The NBCNHU brings together 51 individual union locals in different nursing homes. Each nursing home is a separate employer that bargains collectively with the NBCNHU. However, the provincial government calls the shots because it funds the package of wages and working conditions.
Now that a tentative agreement has been reached, the next step is for every one of the 51 union locals to hold a membership meeting, virtually or in person where feasible. CUPE is not releasing details of the tentative deal until all 51 meetings have been held and its members have had the opportunity to have their questions answered.
Members will then be able to vote on the deal in a secret ballot.
For four decades, nursing home workers in New Brunswick have been struggling to secure an agreement that gives them fair compensation and working conditions, including enough hands-on time with the seniors in their care.
In early March this year, the NB Media Co-op interviewed Sharon Teare about the history of the struggle of nursing home workers in the province. At that point, before the pandemic reached New Brunswick, the sector was already in crisis.
“Over the years, I feel that governments have failed to address the crisis even with all the information that has been provided to them and as a result we’re here now with our current working conditions that have led to this situation: we’re not monetarily being compensated for the work that is being done. The work is taking such a physical, emotional and mental drain on everyone,” said Teare at the time.
Since then, the COVID-19 crisis hit, and workers on the front line in nursing homes across New Brunswick have been facing the fear of the unknown. Across Canada, more than three-quarters of the deaths due to the pandemic have occurred in nursing homes and care homes for seniors.
Most of the seniors living in these facilities, and most of the workers caring for them, are women. During the pandemic the workers have been struggling with the potential danger they were exposed to at work, and the impact of their work environment on their loved ones at home. In this predominately female sector many struggle with childcare and the added cost of emotional and financial stress.

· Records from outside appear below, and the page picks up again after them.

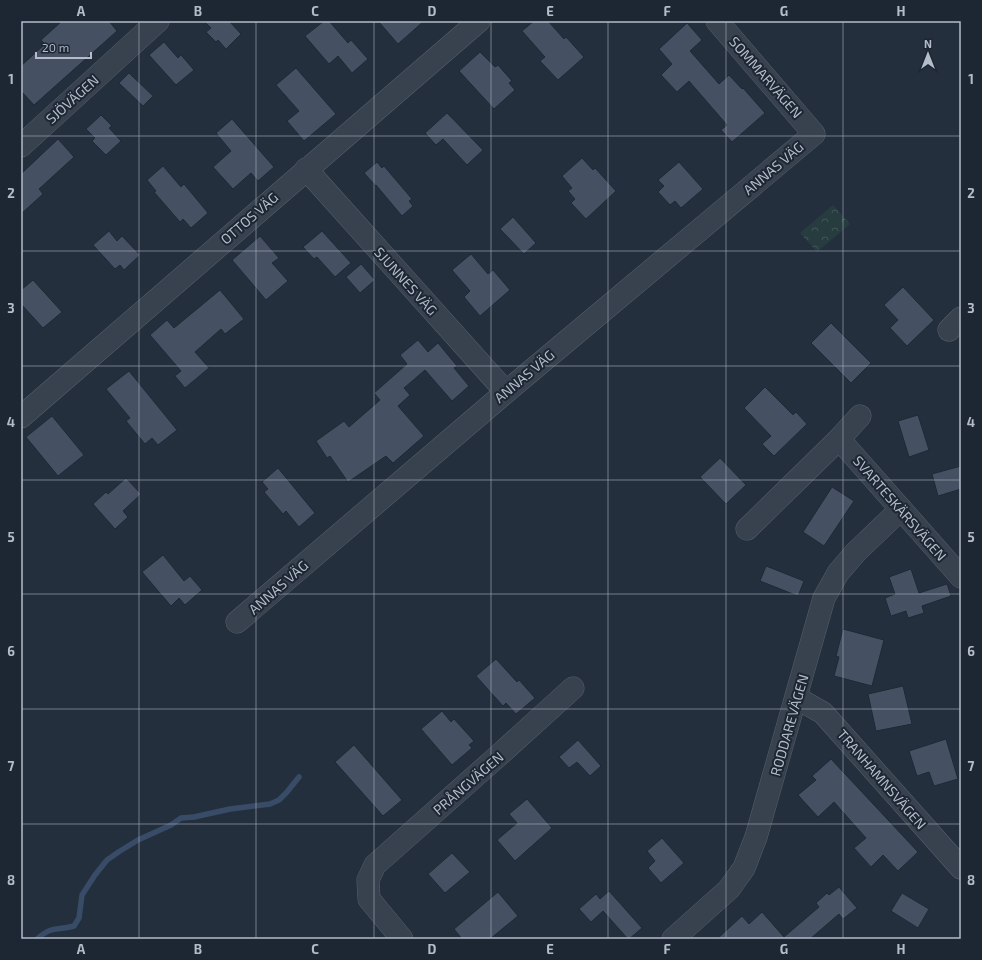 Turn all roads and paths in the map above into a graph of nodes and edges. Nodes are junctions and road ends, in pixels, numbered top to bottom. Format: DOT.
graph roads {
  1 [pos="158,21"];
  2 [pos="479,21"];
  3 [pos="717,21"];
  4 [pos="814,134"];
  5 [pos="21,146"];
  6 [pos="306,169"];
  7 [pos="506,392"];
  8 [pos="860,416"];
  9 [pos="21,417"];
  10 [pos="839,439"];
  11 [pos="901,509"];
  12 [pos="746,529"];
  13 [pos="961,577"];
  14 [pos="237,622"];
  15 [pos="572,688"];
  16 [pos="797,698"];
  17 [pos="961,868"];
  18 [pos="402,939"];
  19 [pos="673,939"];
  1 -- 5 [label="street, SJÖVÄGEN"];
  2 -- 6 [label="street, OTTOS VÄG"];
  3 -- 4 [label="street, SOMMARVÄGEN"];
  4 -- 7 [label="street, ANNAS VÄG"];
  6 -- 7 [label="street, SJUNNES VÄG"];
  6 -- 9 [label="street, OTTOS VÄG"];
  7 -- 14 [label="street, ANNAS VÄG"];
  8 -- 10 [label="street"];
  10 -- 11 [label="street, SVARTESKÄRSVÄGEN"];
  10 -- 12 [label="street"];
  11 -- 13 [label="street, SVARTESKÄRSVÄGEN"];
  11 -- 16 [label="street, RODDAREVÄGEN"];
  15 -- 18 [label="street, PRÅNGVÄGEN"];
  16 -- 17 [label="street, TRANHAMNSVÄGEN"];
  16 -- 19 [label="street, RODDAREVÄGEN"];
} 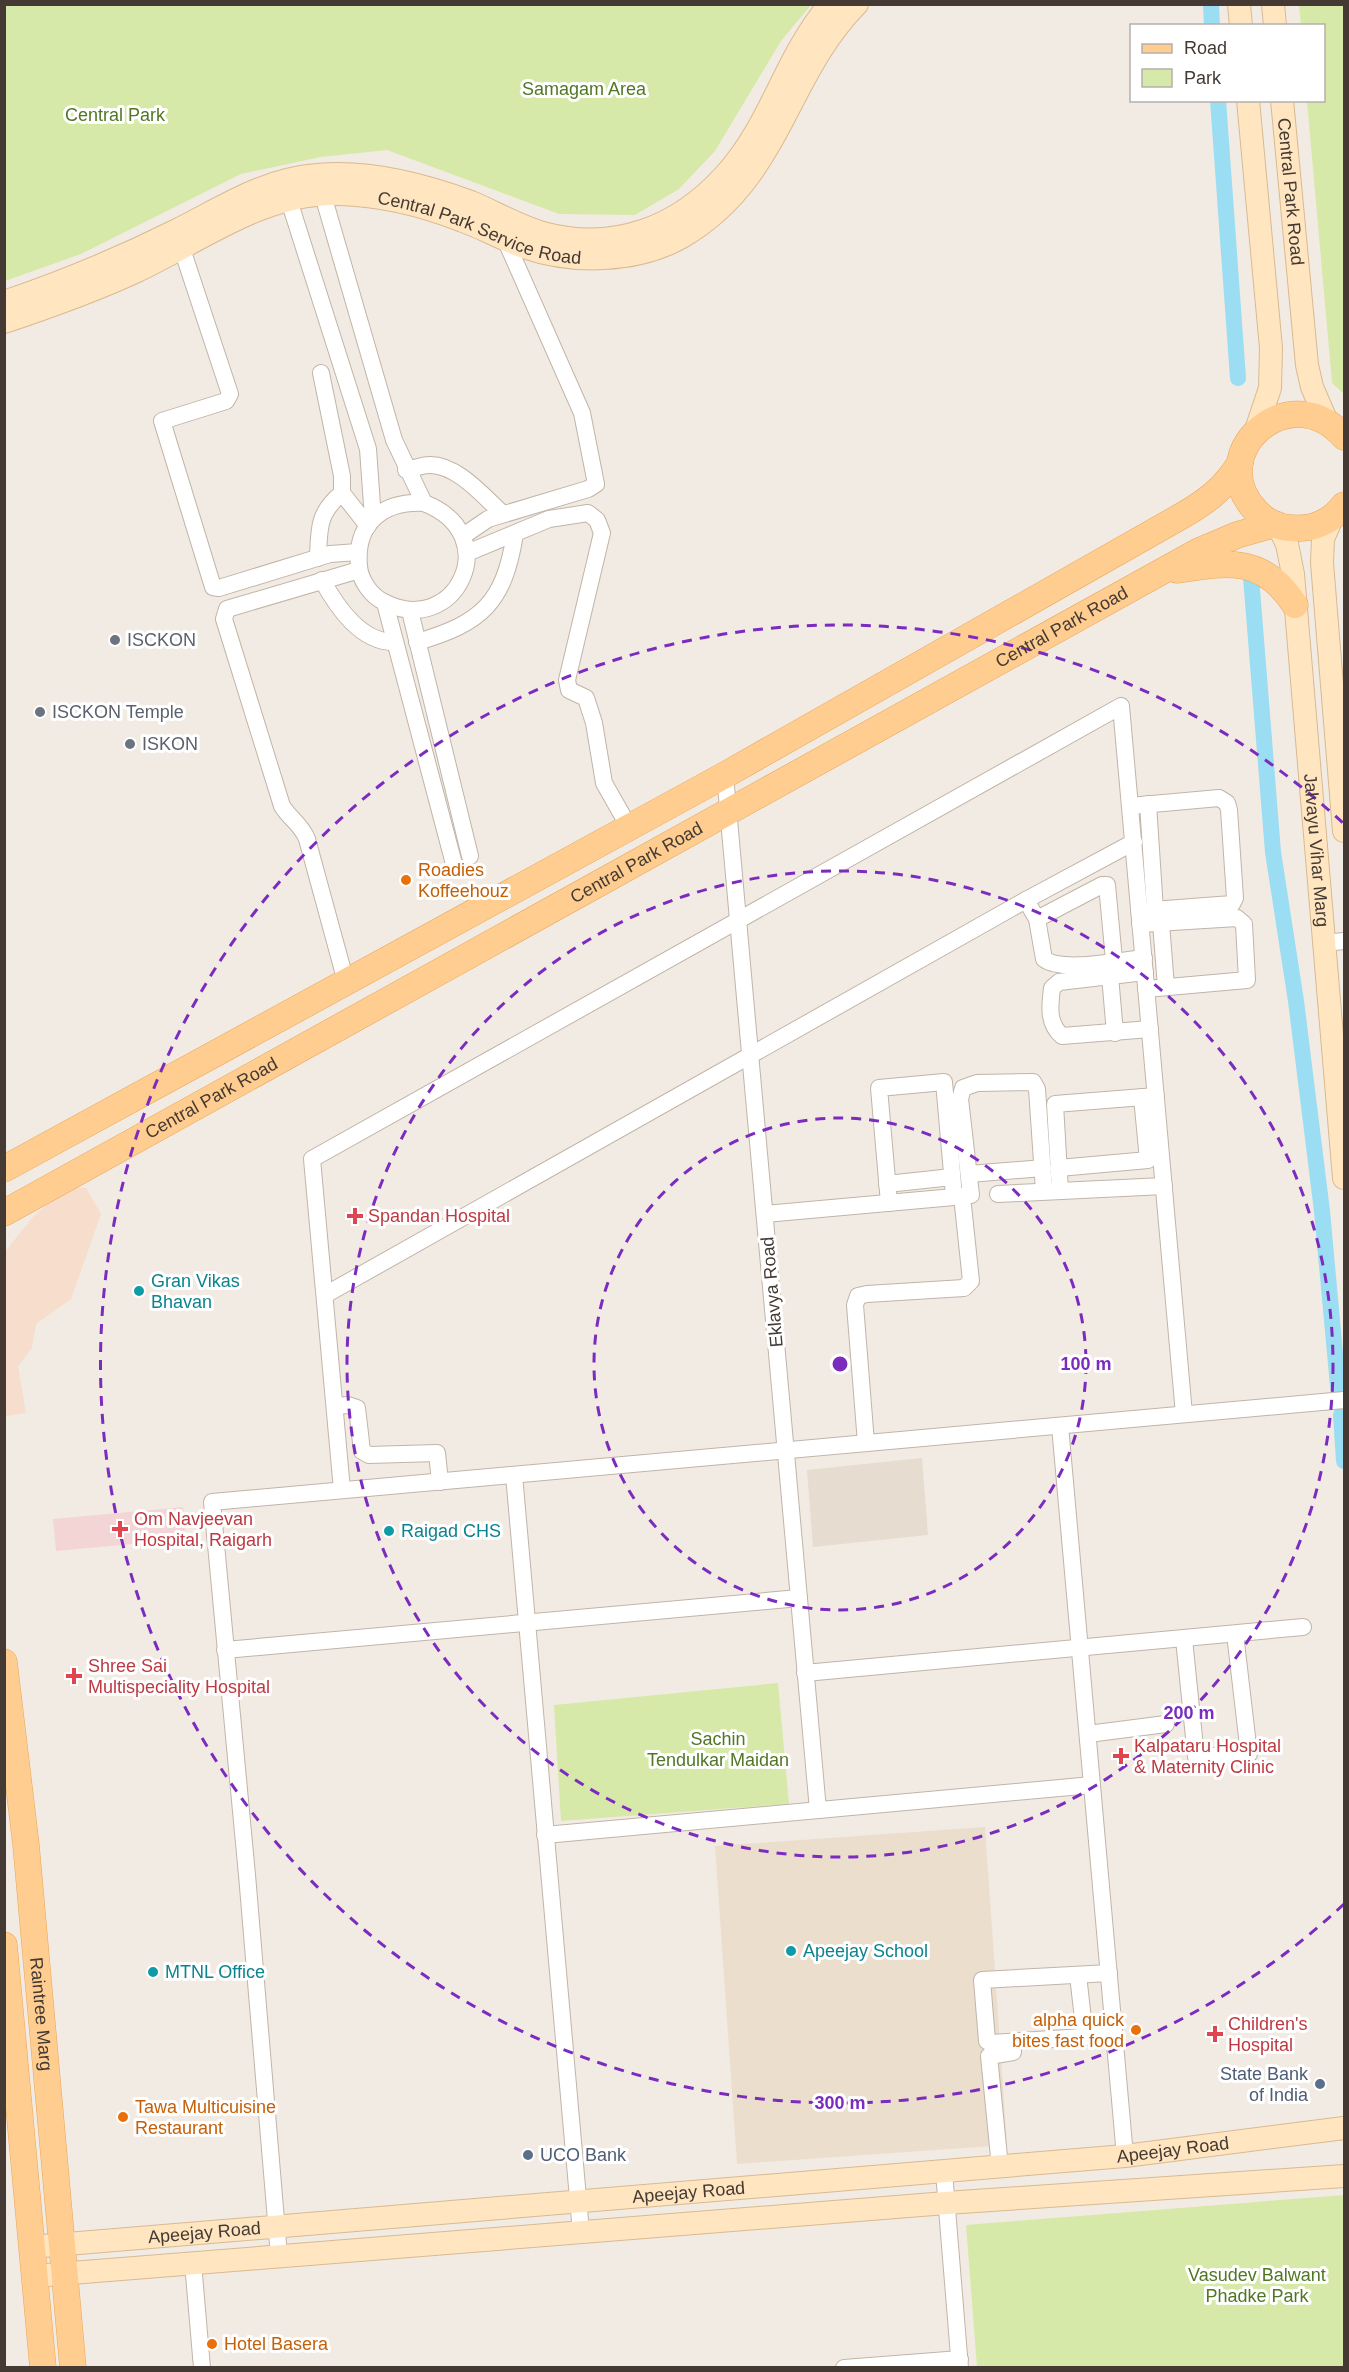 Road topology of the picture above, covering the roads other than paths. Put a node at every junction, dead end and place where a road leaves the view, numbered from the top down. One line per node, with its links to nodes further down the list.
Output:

“Bargaining was difficult long before the COVID crisis,” Teare said yesterday. “I will not forget the severe restrictions imposed by government on the nursing home bargaining process, with no real right to strike for essential workers and the impossibility to obtain unrestricted binding arbitration,” she added.
Teare recognizes that the tentative new deal does not solve all the issues faced by nursing home workers. She hopes the upcoming vote has a clear outcome. “It must be either accepted or rejected by the membership. We can’t be in the mushy middle and divided during this crisis,” she concluded.
Susan O’Donnell is a member of the NB Media Co-op editorial board.